Listed entries
....

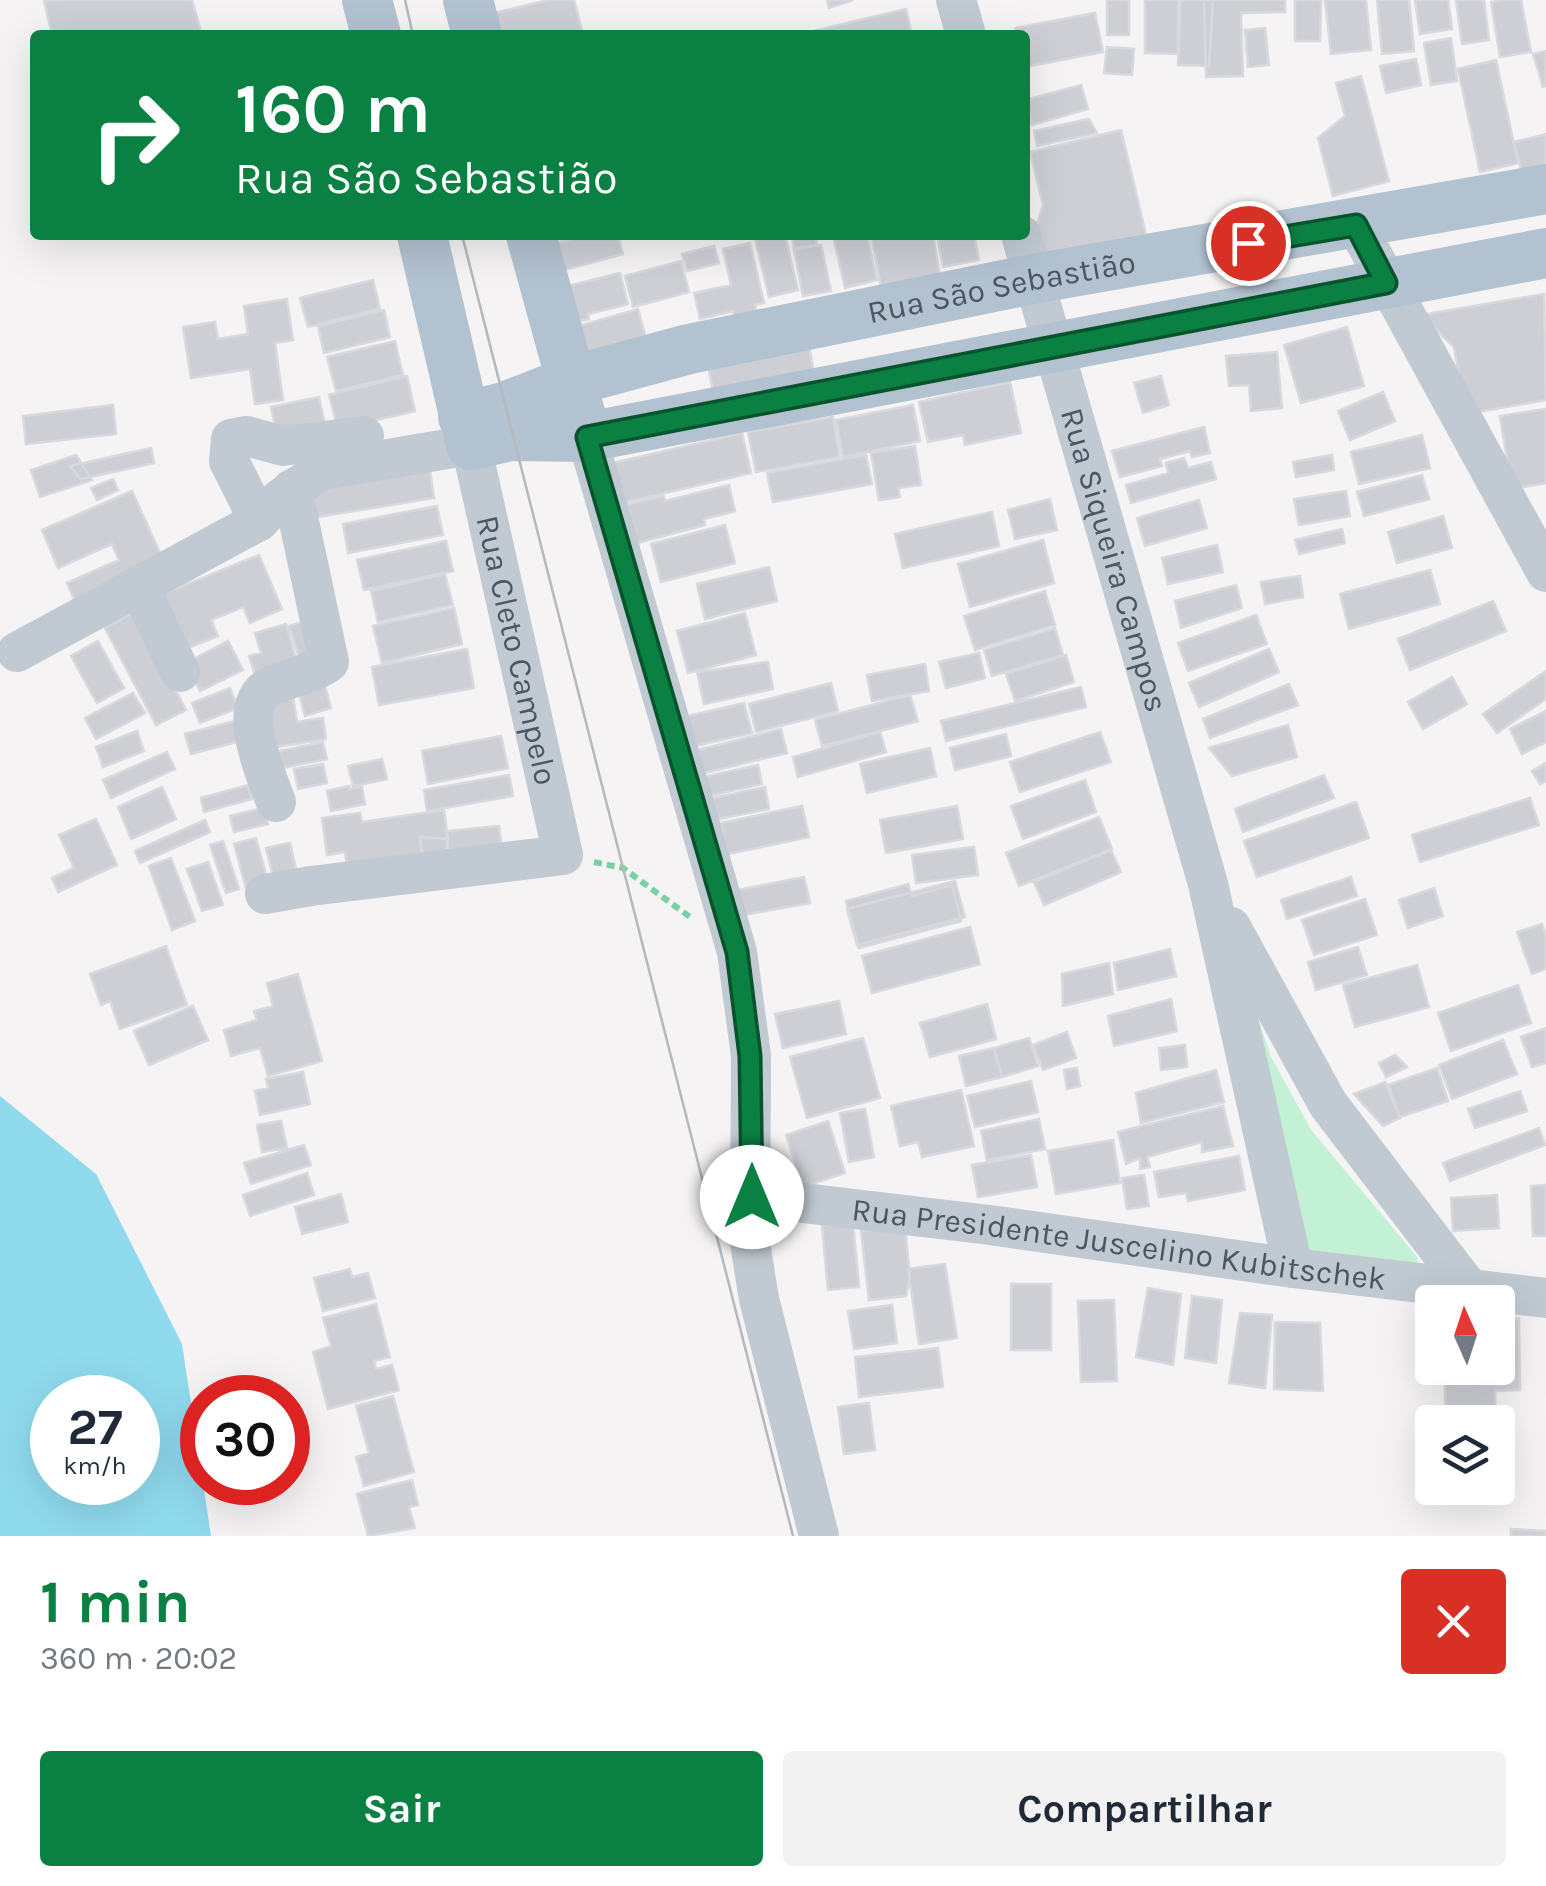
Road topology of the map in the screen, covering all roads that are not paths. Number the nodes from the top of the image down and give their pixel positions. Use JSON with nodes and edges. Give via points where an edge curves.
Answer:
{"nodes":[{"id":1,"x":367,"y":0,"type":"edge"},
{"id":2,"x":468,"y":0,"type":"edge"},
{"id":3,"x":956,"y":0,"type":"edge"},
{"id":4,"x":375,"y":30,"type":"edge"},
{"id":5,"x":476,"y":30,"type":"edge"},
{"id":6,"x":965,"y":30,"type":"edge"},
{"id":7,"x":1546,"y":189,"type":"edge"},
{"id":8,"x":1356,"y":225,"type":"junction"},
{"id":9,"x":423,"y":240,"type":"edge"},
{"id":10,"x":532,"y":240,"type":"edge"},
{"id":11,"x":1546,"y":253,"type":"edge"},
{"id":12,"x":1027,"y":257,"type":"edge"},
{"id":13,"x":1386,"y":283,"type":"junction"},
{"id":14,"x":1053,"y":348,"type":"junction"},
{"id":15,"x":571,"y":381,"type":"junction"},
{"id":16,"x":467,"y":431,"type":"junction"},
{"id":17,"x":587,"y":437,"type":"junction"},
{"id":18,"x":300,"y":470,"type":"junction"},
{"id":19,"x":260,"y":521,"type":"junction"},
{"id":20,"x":1546,"y":572,"type":"edge"},
{"id":21,"x":139,"y":586,"type":"junction"},
{"id":22,"x":18,"y":652,"type":"dead end"},
{"id":23,"x":180,"y":672,"type":"dead end"},
{"id":24,"x":276,"y":802,"type":"dead end"},
{"id":25,"x":1208,"y":884,"type":"junction"},
{"id":26,"x":265,"y":894,"type":"dead end"},
{"id":27,"x":752,"y":1197,"type":"junction"},
{"id":28,"x":1293,"y":1268,"type":"junction"},
{"id":29,"x":1457,"y":1285,"type":"edge"},
{"id":30,"x":1466,"y":1285,"type":"edge"},
{"id":31,"x":1515,"y":1293,"type":"edge"},
{"id":32,"x":1546,"y":1298,"type":"edge"},
{"id":33,"x":819,"y":1536,"type":"edge"}],
"edges":[{"from":1,"to":4,"type":"main road"},
{"from":2,"to":5,"type":"main road"},
{"from":3,"to":6,"type":"street"},
{"from":7,"to":8,"type":"main road","name":"Rua São Sebastião"},
{"from":8,"to":12,"type":"main road","name":"Rua São Sebastião"},
{"from":8,"to":13,"type":"street"},
{"from":9,"to":16,"type":"main road","name":"Rua Cleto Campelo"},
{"from":10,"to":15,"type":"main road"},
{"from":11,"to":13,"type":"main road","name":"Rua São Sebastião"},
{"from":12,"to":14,"type":"street","name":"Rua Siqueira Campos"},
{"from":12,"to":15,"type":"main road","name":"Rua São Sebastião"},
{"from":13,"to":14,"type":"main road","name":"Rua São Sebastião"},
{"from":13,"to":20,"type":"street"},
{"from":14,"to":17,"type":"main road","name":"Rua São Sebastião"},
{"from":14,"to":25,"type":"street","name":"Rua Siqueira Campos"},
{"from":15,"to":16,"type":"main road","name":"Rua São Sebastião","via":[[504,407]]},
{"from":15,"to":17,"type":"main road"},
{"from":16,"to":17,"type":"main road","name":"Rua São Sebastião"},
{"from":16,"to":18,"type":"street","name":"Rua São Sebastião","via":[[414,429]]},
{"from":16,"to":26,"type":"street","name":"Rua Cleto Campelo","via":[[564,855]]},
{"from":17,"to":27,"type":"street","via":[[737,952],[750,1056]]},
{"from":18,"to":19,"type":"street"},
{"from":18,"to":19,"type":"street","name":"Rua São Sebastião","via":[[283,446],[247,436],[231,439],[229,462]]},
{"from":18,"to":24,"type":"street","via":[[329,662],[255,698],[255,736]]},
{"from":19,"to":21,"type":"street"},
{"from":21,"to":22,"type":"street"},
{"from":21,"to":23,"type":"street"},
{"from":25,"to":28,"type":"street","name":"Rua Siqueira Campos"},
{"from":25,"to":30,"type":"street","name":"Rua Siqueira Campos","via":[[1328,1104]]},
{"from":27,"to":28,"type":"street","name":"Rua Presidente Juscelino Kubitschek"},
{"from":27,"to":33,"type":"street","via":[[750,1242],[759,1300]]},
{"from":28,"to":29,"type":"street","name":"Rua Presidente Juscelino Kubitschek"},
{"from":31,"to":32,"type":"street","name":"Rua Presidente Juscelino Kubitschek"}]}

....

Directions
Write out every line above again exactly, with the pictures left out.

Reply
Road topology of the map in the screen, covering all roads that are not paths. Number the nodes from the top of the image down and give their pixel positions. Use JSON with nodes and edges. Give via points where an edge curves.
Answer:
{"nodes":[{"id":1,"x":367,"y":0,"type":"edge"},
{"id":2,"x":468,"y":0,"type":"edge"},
{"id":3,"x":956,"y":0,"type":"edge"},
{"id":4,"x":375,"y":30,"type":"edge"},
{"id":5,"x":476,"y":30,"type":"edge"},
{"id":6,"x":965,"y":30,"type":"edge"},
{"id":7,"x":1546,"y":189,"type":"edge"},
{"id":8,"x":1356,"y":225,"type":"junction"},
{"id":9,"x":423,"y":240,"type":"edge"},
{"id":10,"x":532,"y":240,"type":"edge"},
{"id":11,"x":1546,"y":253,"type":"edge"},
{"id":12,"x":1027,"y":257,"type":"edge"},
{"id":13,"x":1386,"y":283,"type":"junction"},
{"id":14,"x":1053,"y":348,"type":"junction"},
{"id":15,"x":571,"y":381,"type":"junction"},
{"id":16,"x":467,"y":431,"type":"junction"},
{"id":17,"x":587,"y":437,"type":"junction"},
{"id":18,"x":300,"y":470,"type":"junction"},
{"id":19,"x":260,"y":521,"type":"junction"},
{"id":20,"x":1546,"y":572,"type":"edge"},
{"id":21,"x":139,"y":586,"type":"junction"},
{"id":22,"x":18,"y":652,"type":"dead end"},
{"id":23,"x":180,"y":672,"type":"dead end"},
{"id":24,"x":276,"y":802,"type":"dead end"},
{"id":25,"x":1208,"y":884,"type":"junction"},
{"id":26,"x":265,"y":894,"type":"dead end"},
{"id":27,"x":752,"y":1197,"type":"junction"},
{"id":28,"x":1293,"y":1268,"type":"junction"},
{"id":29,"x":1457,"y":1285,"type":"edge"},
{"id":30,"x":1466,"y":1285,"type":"edge"},
{"id":31,"x":1515,"y":1293,"type":"edge"},
{"id":32,"x":1546,"y":1298,"type":"edge"},
{"id":33,"x":819,"y":1536,"type":"edge"}],
"edges":[{"from":1,"to":4,"type":"main road"},
{"from":2,"to":5,"type":"main road"},
{"from":3,"to":6,"type":"street"},
{"from":7,"to":8,"type":"main road","name":"Rua São Sebastião"},
{"from":8,"to":12,"type":"main road","name":"Rua São Sebastião"},
{"from":8,"to":13,"type":"street"},
{"from":9,"to":16,"type":"main road","name":"Rua Cleto Campelo"},
{"from":10,"to":15,"type":"main road"},
{"from":11,"to":13,"type":"main road","name":"Rua São Sebastião"},
{"from":12,"to":14,"type":"street","name":"Rua Siqueira Campos"},
{"from":12,"to":15,"type":"main road","name":"Rua São Sebastião"},
{"from":13,"to":14,"type":"main road","name":"Rua São Sebastião"},
{"from":13,"to":20,"type":"street"},
{"from":14,"to":17,"type":"main road","name":"Rua São Sebastião"},
{"from":14,"to":25,"type":"street","name":"Rua Siqueira Campos"},
{"from":15,"to":16,"type":"main road","name":"Rua São Sebastião","via":[[504,407]]},
{"from":15,"to":17,"type":"main road"},
{"from":16,"to":17,"type":"main road","name":"Rua São Sebastião"},
{"from":16,"to":18,"type":"street","name":"Rua São Sebastião","via":[[414,429]]},
{"from":16,"to":26,"type":"street","name":"Rua Cleto Campelo","via":[[564,855]]},
{"from":17,"to":27,"type":"street","via":[[737,952],[750,1056]]},
{"from":18,"to":19,"type":"street"},
{"from":18,"to":19,"type":"street","name":"Rua São Sebastião","via":[[283,446],[247,436],[231,439],[229,462]]},
{"from":18,"to":24,"type":"street","via":[[329,662],[255,698],[255,736]]},
{"from":19,"to":21,"type":"street"},
{"from":21,"to":22,"type":"street"},
{"from":21,"to":23,"type":"street"},
{"from":25,"to":28,"type":"street","name":"Rua Siqueira Campos"},
{"from":25,"to":30,"type":"street","name":"Rua Siqueira Campos","via":[[1328,1104]]},
{"from":27,"to":28,"type":"street","name":"Rua Presidente Juscelino Kubitschek"},
{"from":27,"to":33,"type":"street","via":[[750,1242],[759,1300]]},
{"from":28,"to":29,"type":"street","name":"Rua Presidente Juscelino Kubitschek"},
{"from":31,"to":32,"type":"street","name":"Rua Presidente Juscelino Kubitschek"}]}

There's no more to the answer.